> [Description of the task]: Lines where the string "HUYỆN" appears are to be copied from the entries below.

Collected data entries
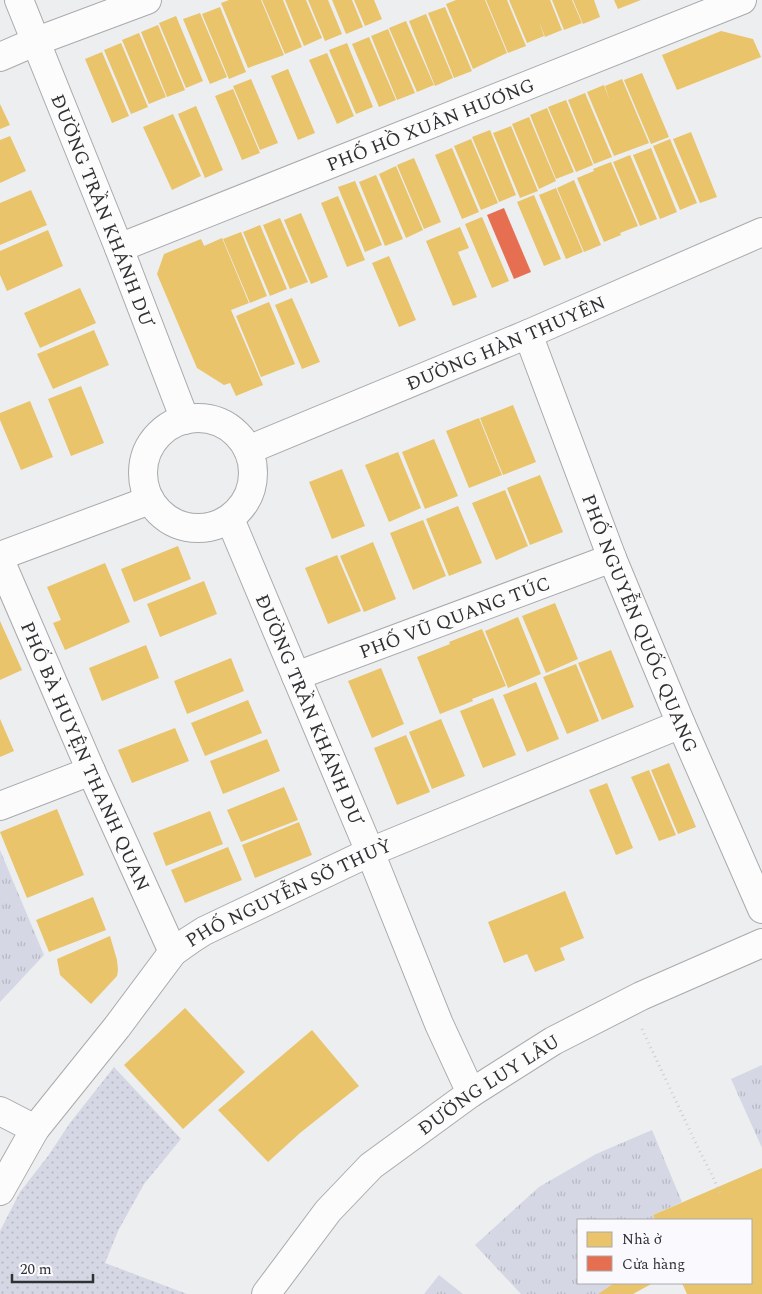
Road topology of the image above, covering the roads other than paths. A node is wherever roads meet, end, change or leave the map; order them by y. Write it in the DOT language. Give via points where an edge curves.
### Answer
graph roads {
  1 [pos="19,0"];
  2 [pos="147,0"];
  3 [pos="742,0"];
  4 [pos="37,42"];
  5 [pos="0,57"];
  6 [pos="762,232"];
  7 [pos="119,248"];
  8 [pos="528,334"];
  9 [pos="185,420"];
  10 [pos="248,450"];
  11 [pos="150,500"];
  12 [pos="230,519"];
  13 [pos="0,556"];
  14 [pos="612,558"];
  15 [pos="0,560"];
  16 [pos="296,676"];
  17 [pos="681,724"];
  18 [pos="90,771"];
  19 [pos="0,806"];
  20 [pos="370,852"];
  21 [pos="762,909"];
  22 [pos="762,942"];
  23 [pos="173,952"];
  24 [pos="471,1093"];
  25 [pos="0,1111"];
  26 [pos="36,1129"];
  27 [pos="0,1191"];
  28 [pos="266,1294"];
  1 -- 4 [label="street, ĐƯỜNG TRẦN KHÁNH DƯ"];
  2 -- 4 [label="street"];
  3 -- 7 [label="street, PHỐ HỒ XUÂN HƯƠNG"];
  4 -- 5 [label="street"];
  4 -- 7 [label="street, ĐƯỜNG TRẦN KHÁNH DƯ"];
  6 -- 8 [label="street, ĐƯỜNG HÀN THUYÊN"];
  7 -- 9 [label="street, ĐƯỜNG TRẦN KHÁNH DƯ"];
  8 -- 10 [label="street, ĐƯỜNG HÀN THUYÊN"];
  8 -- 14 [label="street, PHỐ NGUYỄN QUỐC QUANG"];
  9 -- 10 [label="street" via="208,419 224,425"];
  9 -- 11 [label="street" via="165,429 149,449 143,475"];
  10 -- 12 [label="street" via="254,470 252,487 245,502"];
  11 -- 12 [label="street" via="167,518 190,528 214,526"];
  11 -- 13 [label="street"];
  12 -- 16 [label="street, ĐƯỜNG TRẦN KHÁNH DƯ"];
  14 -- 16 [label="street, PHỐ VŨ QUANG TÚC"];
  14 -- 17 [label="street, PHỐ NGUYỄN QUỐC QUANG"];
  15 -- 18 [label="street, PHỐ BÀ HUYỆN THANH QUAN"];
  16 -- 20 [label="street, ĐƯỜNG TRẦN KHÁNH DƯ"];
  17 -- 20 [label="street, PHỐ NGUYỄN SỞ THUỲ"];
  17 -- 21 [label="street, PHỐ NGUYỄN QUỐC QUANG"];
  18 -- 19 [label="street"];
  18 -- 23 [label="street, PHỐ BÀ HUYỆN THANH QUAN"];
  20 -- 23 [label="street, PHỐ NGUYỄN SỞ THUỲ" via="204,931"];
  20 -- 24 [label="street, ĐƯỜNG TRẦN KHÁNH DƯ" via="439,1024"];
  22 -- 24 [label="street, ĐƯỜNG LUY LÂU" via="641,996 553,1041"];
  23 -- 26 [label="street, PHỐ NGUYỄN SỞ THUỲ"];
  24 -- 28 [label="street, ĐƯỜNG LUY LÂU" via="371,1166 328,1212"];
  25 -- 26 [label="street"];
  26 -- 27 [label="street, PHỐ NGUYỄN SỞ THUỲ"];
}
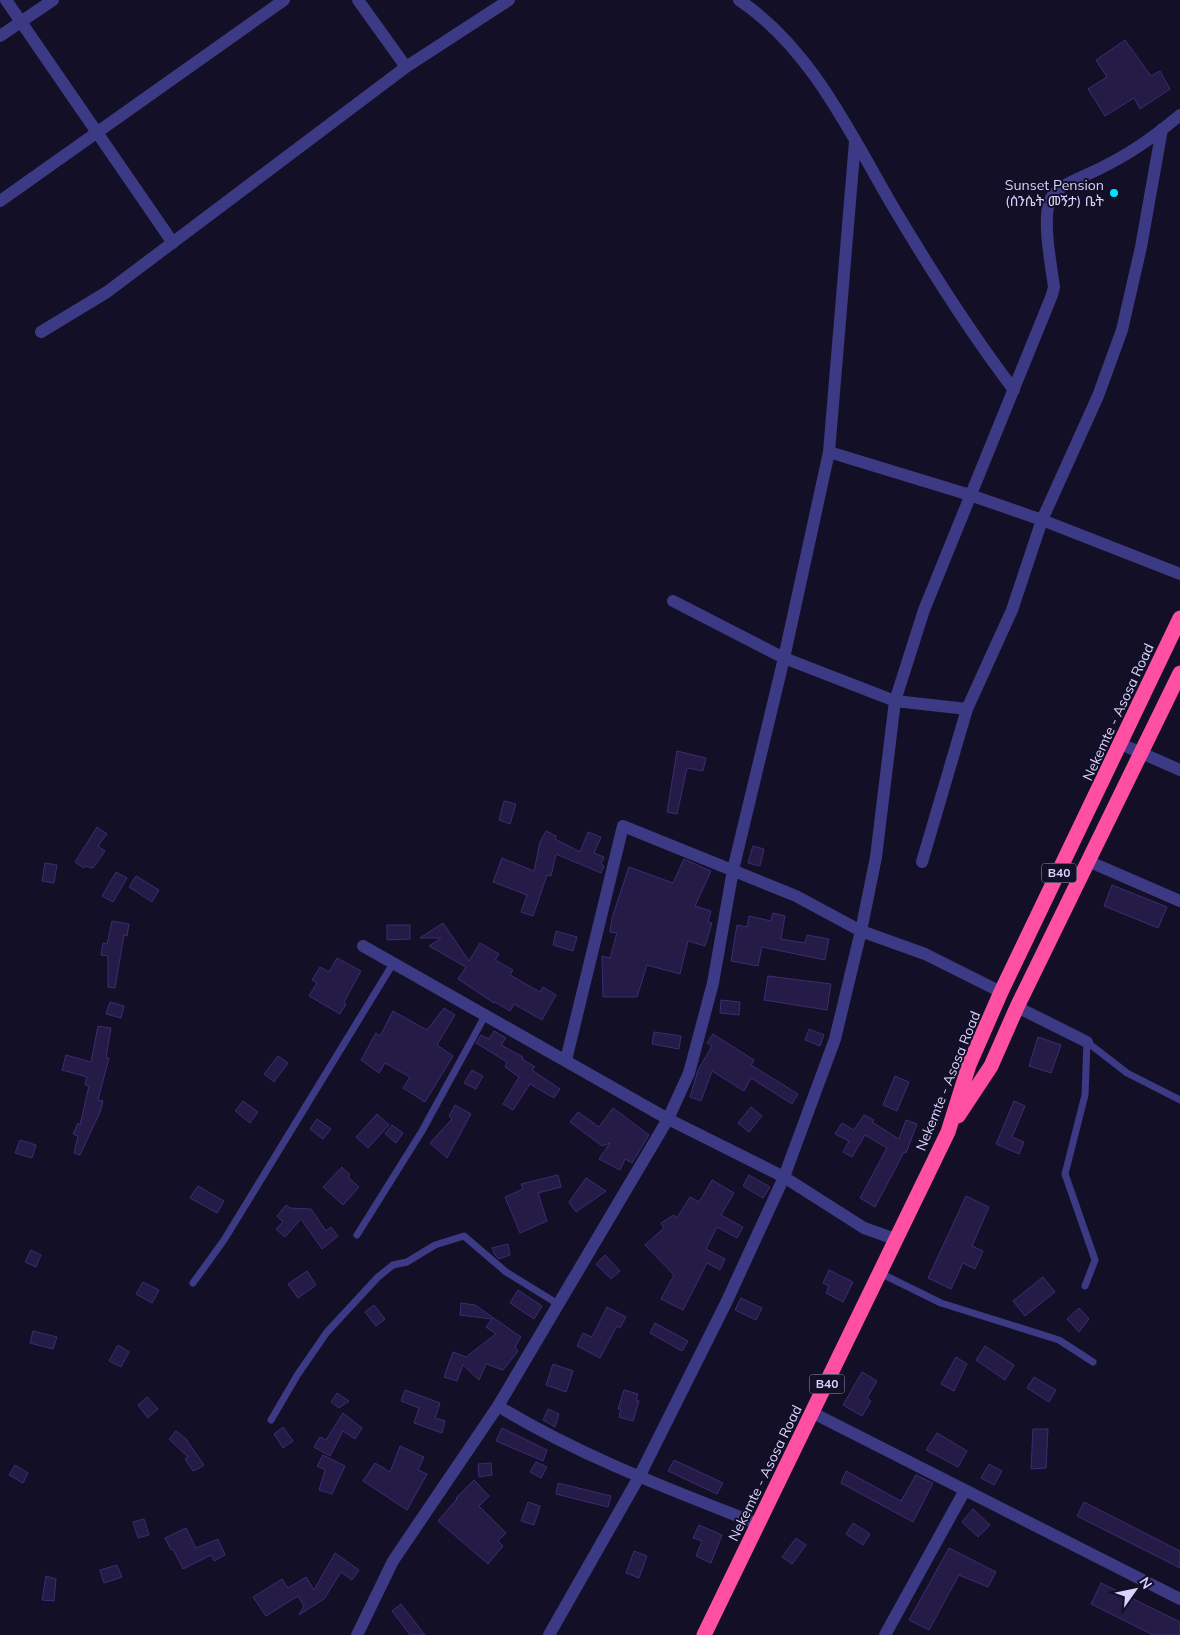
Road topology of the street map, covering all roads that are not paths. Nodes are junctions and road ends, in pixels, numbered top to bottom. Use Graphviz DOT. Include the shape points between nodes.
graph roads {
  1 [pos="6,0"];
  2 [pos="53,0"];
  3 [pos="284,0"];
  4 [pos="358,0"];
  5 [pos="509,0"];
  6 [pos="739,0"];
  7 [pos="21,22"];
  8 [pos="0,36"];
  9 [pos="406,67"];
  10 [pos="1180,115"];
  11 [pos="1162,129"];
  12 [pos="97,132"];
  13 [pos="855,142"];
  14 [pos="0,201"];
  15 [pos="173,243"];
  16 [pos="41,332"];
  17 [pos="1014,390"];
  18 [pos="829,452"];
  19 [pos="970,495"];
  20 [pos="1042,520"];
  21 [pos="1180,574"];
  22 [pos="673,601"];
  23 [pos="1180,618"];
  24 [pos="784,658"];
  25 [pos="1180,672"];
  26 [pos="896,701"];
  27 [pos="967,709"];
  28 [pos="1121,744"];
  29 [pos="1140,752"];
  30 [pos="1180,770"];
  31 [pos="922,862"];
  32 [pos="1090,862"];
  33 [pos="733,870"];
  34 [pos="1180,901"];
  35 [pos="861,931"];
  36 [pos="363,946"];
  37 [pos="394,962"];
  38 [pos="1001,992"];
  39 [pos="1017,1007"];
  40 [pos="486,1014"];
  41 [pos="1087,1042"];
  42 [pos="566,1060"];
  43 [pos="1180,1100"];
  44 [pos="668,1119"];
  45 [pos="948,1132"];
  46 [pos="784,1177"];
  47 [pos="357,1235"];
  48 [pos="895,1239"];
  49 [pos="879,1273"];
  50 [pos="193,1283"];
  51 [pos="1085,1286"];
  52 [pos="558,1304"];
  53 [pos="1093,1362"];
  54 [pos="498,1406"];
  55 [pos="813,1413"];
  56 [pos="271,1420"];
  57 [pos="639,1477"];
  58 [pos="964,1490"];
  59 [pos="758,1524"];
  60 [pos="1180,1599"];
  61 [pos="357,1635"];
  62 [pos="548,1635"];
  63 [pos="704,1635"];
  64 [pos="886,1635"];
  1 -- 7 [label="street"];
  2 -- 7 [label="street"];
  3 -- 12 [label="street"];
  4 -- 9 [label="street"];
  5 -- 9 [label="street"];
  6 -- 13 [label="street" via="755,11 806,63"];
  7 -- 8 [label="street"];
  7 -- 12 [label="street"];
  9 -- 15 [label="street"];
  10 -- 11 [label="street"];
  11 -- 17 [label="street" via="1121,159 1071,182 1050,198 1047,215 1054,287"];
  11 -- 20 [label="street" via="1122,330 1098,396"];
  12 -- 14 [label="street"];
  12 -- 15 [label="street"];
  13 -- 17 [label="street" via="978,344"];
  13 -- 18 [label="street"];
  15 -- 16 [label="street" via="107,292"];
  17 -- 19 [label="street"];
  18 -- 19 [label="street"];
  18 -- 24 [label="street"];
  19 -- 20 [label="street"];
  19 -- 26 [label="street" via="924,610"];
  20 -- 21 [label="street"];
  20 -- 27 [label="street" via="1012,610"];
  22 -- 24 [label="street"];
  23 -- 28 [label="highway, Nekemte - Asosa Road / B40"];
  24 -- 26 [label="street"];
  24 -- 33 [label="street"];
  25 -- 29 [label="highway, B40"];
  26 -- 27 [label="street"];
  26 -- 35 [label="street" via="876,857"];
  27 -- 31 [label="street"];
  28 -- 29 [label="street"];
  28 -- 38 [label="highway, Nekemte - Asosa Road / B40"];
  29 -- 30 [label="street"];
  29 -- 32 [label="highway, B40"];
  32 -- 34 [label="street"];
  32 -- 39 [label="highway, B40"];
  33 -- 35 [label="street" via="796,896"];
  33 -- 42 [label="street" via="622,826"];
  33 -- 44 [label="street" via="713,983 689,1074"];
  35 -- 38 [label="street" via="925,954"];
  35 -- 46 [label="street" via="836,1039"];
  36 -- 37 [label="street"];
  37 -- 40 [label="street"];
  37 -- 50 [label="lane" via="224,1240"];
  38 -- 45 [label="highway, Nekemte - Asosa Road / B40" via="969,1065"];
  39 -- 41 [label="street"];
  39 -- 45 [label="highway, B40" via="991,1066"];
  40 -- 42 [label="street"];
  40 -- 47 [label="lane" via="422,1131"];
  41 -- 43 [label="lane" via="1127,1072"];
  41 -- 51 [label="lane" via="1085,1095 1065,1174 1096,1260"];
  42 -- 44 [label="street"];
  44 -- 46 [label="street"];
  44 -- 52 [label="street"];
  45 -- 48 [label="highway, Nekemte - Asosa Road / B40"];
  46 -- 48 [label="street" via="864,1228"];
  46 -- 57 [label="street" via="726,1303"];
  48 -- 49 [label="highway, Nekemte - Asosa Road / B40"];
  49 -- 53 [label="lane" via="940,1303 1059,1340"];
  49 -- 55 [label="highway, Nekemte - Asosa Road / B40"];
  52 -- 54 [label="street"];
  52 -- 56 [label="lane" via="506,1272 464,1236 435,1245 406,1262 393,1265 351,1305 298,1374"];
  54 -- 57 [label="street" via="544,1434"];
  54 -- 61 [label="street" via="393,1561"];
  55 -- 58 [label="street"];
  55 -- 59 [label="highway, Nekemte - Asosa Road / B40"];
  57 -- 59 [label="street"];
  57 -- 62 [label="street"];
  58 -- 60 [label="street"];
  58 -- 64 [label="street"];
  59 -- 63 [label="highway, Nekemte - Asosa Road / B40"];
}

> [Task result]:
  15 -- 18 [label="street, PHỐ BÀ HUYỆN THANH QUAN"];
  18 -- 23 [label="street, PHỐ BÀ HUYỆN THANH QUAN"];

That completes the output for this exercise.